Le rap à la base est une expression de revendication. Pour les pionniers de ce mouvement apparu aux USA, le socle premier était de lutter pour une égalité de traitement entre noirs et blancs à une époque où en Amérique, les luttes contre les inégalités raciales étaient d’actualité. En Afrique par contre il s’agissait pour le mouvement rap naissant des années 90 de revendiquer une certaine liberté d’expression ou un accès équitable aux richesses pour toutes les couches sociales. Aujourd’hui le contexte a changé. Le rap dans son ensemble a évolué autant dans la forme que dans le fond.
- (Ph) fatalcutentertainment.wordpress.com
Crise identitaire
Mais de quelle façon perçoit-on cette évolution en Afrique ? Certains approuvent le fait qu'aujourd’hui le rap soit plus accessible à d’autres formes de musiques et aborde d’autres thématiques plus choquantes (gangsta rap, blingbling, sexe etc.), d’autres par contre ressassent ce temps où le rap africain avait encore quelque chose à dire, avait une identité et était ce mouvement qui pouvait fédérer les masses.
Le rap africain s’est adapté à son époque. La globalisation aidant, tous les jeunes africains s’identifient plus rapidement au lifestyle américain, celui des « billets verts » et des « strippers », des rappeurs exhibant leur nouvelle Porshe sur Instagram ou sur Facebook. Les rappeurs africains sont tous donc tombés dans cette tendance. L’originalité prend un coup car tout le monde veut rapper comme Kaaris, Gucci Mane ou Migos. L’influence de la trap est sans pareille. Tous les sons ou presque, se ressemblent et suivent le même schéma.
Rester collé à la réalité
Mais tous ces clichés traduisent ils réellement le quotidien sur le continent ? Est-ce réellement ce que vivent nos jeunes ? Evidemment non. Nous ne souhaitons nullement dépeindre un tableau sombre de l’Afrique mais ne dit-on pas qu'il est important d’affronter ses démons pour les vaincre ? Ainsi, sommes-nous tous d’accord aujourd’hui que les artistes rappeurs devraient normalement se faire les défenseurs de tous ces maux qui minent le continent.
Entre Ebola qui gagne du terrain et la menace Boko Haram, le rappeur doit se faire le porte-voix de la jeunesse africaine qui le plus souvent n’a pas son mot à dire face aux politiques. Il ne s’agit pas que de dénoncer ou revendiquer mais de rester collé à ses réalités car ce ne sont qu'à travers celles-ci que se reconnaîtra le public. Telle devrait être à notre avis la démarche artistique dans laquelle devrait s’inscrire tout rappeur africain.

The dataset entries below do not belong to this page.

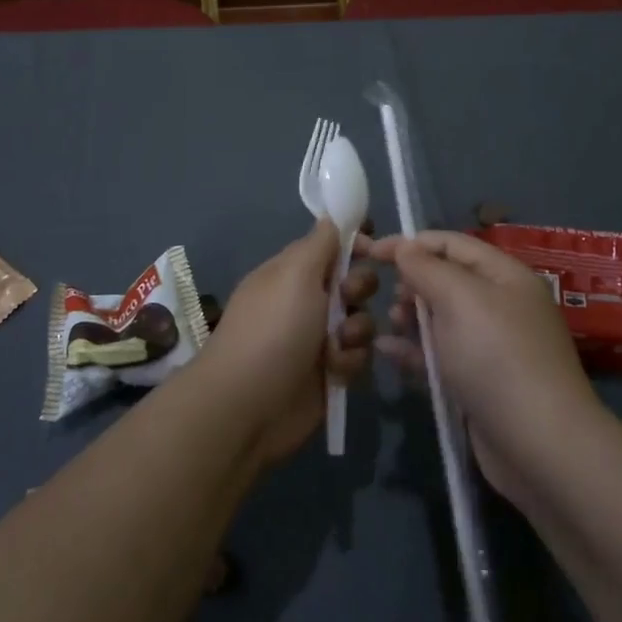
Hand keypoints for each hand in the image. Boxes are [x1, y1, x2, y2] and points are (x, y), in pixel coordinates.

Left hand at [193, 219, 377, 465]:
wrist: (249, 405)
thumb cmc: (273, 329)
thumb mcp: (295, 273)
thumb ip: (320, 243)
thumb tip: (332, 216)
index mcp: (292, 270)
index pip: (330, 244)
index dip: (354, 242)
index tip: (372, 246)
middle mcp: (306, 299)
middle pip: (353, 280)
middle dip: (359, 287)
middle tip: (347, 298)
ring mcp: (317, 337)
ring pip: (361, 319)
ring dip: (357, 329)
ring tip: (338, 344)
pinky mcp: (329, 372)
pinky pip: (358, 355)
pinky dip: (350, 361)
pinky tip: (335, 371)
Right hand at [370, 229, 597, 501]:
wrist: (539, 445)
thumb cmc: (497, 357)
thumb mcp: (459, 298)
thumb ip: (426, 267)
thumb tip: (404, 247)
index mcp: (504, 275)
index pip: (451, 243)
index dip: (410, 243)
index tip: (370, 252)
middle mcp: (501, 304)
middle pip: (446, 279)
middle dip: (412, 281)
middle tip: (387, 296)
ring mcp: (491, 345)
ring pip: (441, 318)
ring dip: (411, 316)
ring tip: (391, 323)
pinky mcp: (479, 381)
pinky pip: (440, 354)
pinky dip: (414, 350)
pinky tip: (385, 350)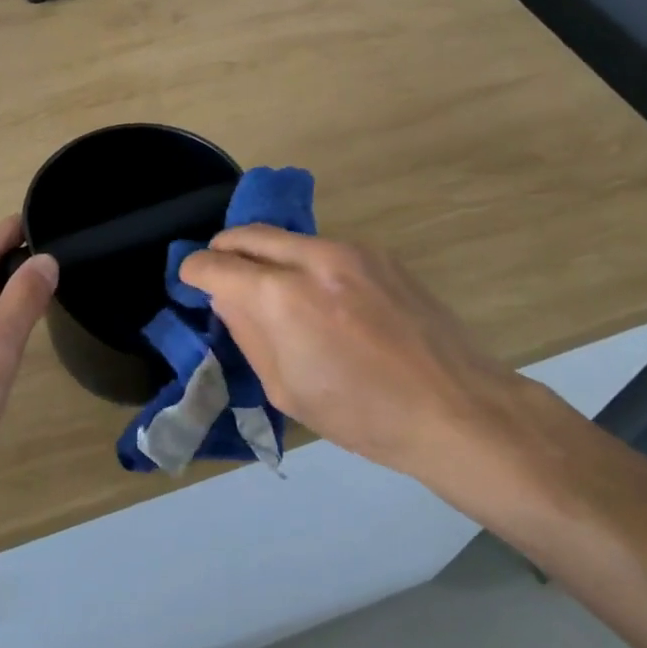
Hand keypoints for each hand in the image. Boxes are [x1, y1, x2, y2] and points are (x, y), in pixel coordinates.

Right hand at [179, 227, 583, 516]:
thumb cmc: (363, 415)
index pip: (217, 265)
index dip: (194, 270)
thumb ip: (249, 334)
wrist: (455, 406)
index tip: (191, 280)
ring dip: (266, 255)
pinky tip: (320, 296)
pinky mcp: (379, 253)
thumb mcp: (287, 389)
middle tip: (220, 274)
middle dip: (224, 249)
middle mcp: (312, 259)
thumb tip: (227, 298)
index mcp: (282, 299)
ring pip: (287, 237)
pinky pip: (323, 247)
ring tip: (271, 289)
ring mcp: (350, 250)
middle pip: (247, 233)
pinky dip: (304, 262)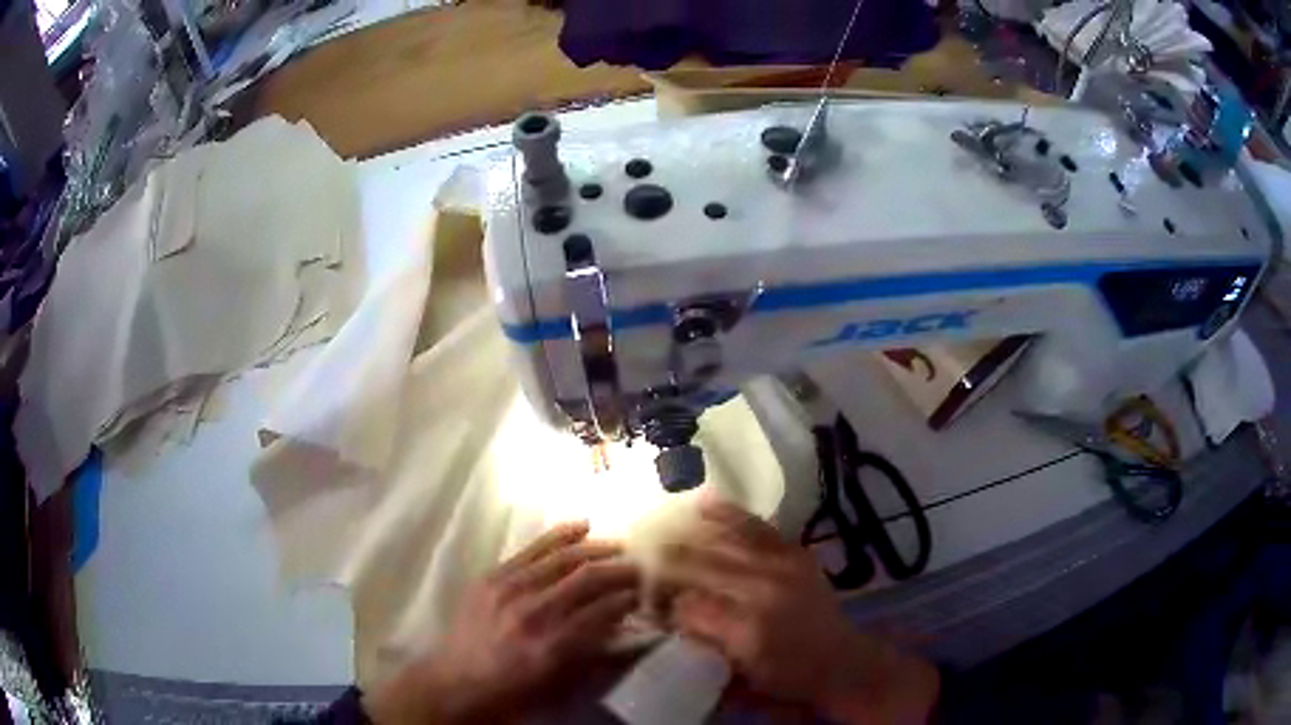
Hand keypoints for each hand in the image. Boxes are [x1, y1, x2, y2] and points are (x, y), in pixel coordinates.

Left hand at [364, 521, 640, 723]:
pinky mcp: (491, 577)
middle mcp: (532, 613)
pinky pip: (531, 549)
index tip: (644, 594)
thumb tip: (625, 625)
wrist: (455, 682)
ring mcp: (508, 590)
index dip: (629, 599)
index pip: (603, 611)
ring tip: (618, 547)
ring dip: (596, 549)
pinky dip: (560, 535)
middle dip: (620, 571)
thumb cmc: (512, 692)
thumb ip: (594, 655)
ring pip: (563, 558)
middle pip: (587, 579)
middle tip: (639, 569)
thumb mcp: (559, 687)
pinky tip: (582, 526)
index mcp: (552, 647)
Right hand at [661, 501, 938, 723]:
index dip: (662, 601)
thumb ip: (702, 642)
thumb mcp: (738, 676)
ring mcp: (783, 566)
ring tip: (661, 525)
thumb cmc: (786, 679)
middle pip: (701, 565)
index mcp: (747, 629)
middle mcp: (763, 590)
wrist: (841, 663)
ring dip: (689, 532)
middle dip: (666, 560)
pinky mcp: (795, 553)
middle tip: (639, 556)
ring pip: (725, 539)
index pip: (687, 605)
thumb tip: (669, 615)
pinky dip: (728, 515)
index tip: (644, 598)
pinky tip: (703, 503)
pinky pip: (756, 527)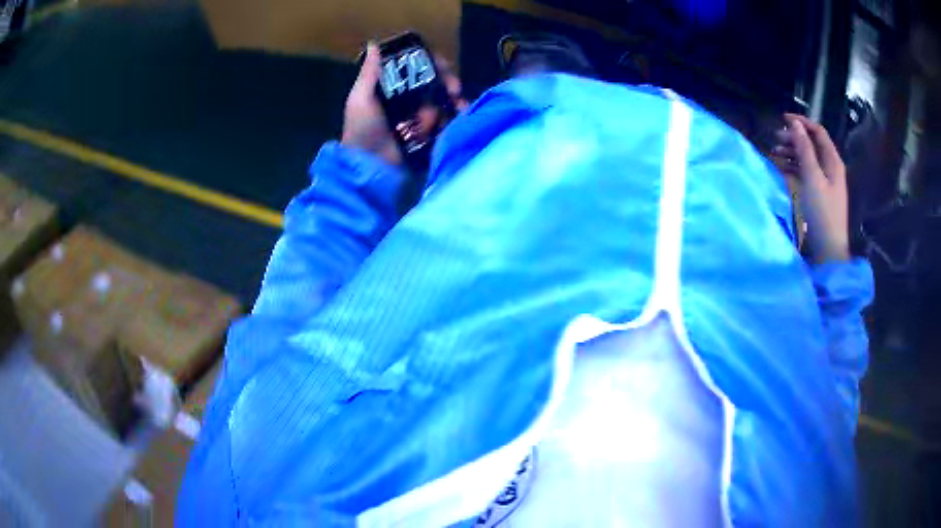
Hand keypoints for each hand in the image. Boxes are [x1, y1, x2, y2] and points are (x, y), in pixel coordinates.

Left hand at [341, 45, 468, 165]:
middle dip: (448, 85)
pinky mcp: (427, 135)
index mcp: (392, 88)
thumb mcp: (361, 99)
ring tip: (457, 110)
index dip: (433, 65)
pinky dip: (451, 121)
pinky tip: (456, 121)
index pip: (417, 69)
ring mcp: (418, 117)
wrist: (368, 165)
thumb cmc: (362, 130)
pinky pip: (445, 122)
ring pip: (443, 103)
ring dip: (450, 105)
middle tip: (455, 91)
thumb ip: (369, 73)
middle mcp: (407, 99)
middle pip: (435, 84)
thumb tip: (374, 45)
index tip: (444, 67)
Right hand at [773, 113, 849, 262]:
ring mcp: (825, 181)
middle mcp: (830, 167)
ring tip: (775, 153)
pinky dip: (794, 166)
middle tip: (775, 140)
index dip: (802, 122)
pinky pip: (806, 172)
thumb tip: (795, 124)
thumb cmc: (822, 212)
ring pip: (807, 157)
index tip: (783, 120)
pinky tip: (782, 168)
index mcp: (833, 161)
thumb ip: (804, 150)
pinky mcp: (819, 193)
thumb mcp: (812, 178)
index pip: (818, 132)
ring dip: (792, 152)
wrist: (829, 249)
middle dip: (794, 138)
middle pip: (811, 144)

Nous avions connu l’époque Eedris Abdul Kareem, Positive Black Soul, Daara J, Raboon, Mauvaiz Haleine, Yeleen etc. et nous nous souviendrons encore longtemps de l’impact apporté par ces rappeurs ainsi que de leur influence sur la scène musicale. Non pas qu’il faille rester dans une logique archaïque et trop puriste de la musique mais savoir faire un véritable pont entre cette essence même du mouvement hip hop, notre identité et le courant actuel du secteur.
Cela revient à se donner une ligne artistique, à s’entourer des gens qu’il faut pour mener à bien sa carrière et surtout avoir une vision claire de ce que l’on veut. Nous avons néanmoins une frange d’artistes, qui bien loin de ces clichés prennent le pas s’efforcent à créer un melting pot, une fusion artistique entre culture US et culture Africaine. La musique du camerounais Jovi en est un exemple patent.
Au-delà même de la créativité dont ils font preuve dans le fond, ils essaient d’adapter la forme aux standards internationaux des rappeurs outre atlantique notamment à travers des vidéos et des visuels de facture honorable ainsi qu’un professionnalisme épatant.
Créer l’émulation
Il reste à beaucoup de rappeurs de rentrer dans la danse. Il ne faut pas plagier la culture américaine mais savoir l’adapter à nos réalités pour créer un truc différent de ce qui se fait habituellement. Un rap festif et commercial certes mais serait ce au détriment de l’essence même de cet art qu’est le hip hop ?
Nous pensons que le plus grand défi est de rendre le rap aussi original et plaisant que possible afin de créer un mouvement solide capable de s’exporter au-delà des frontières.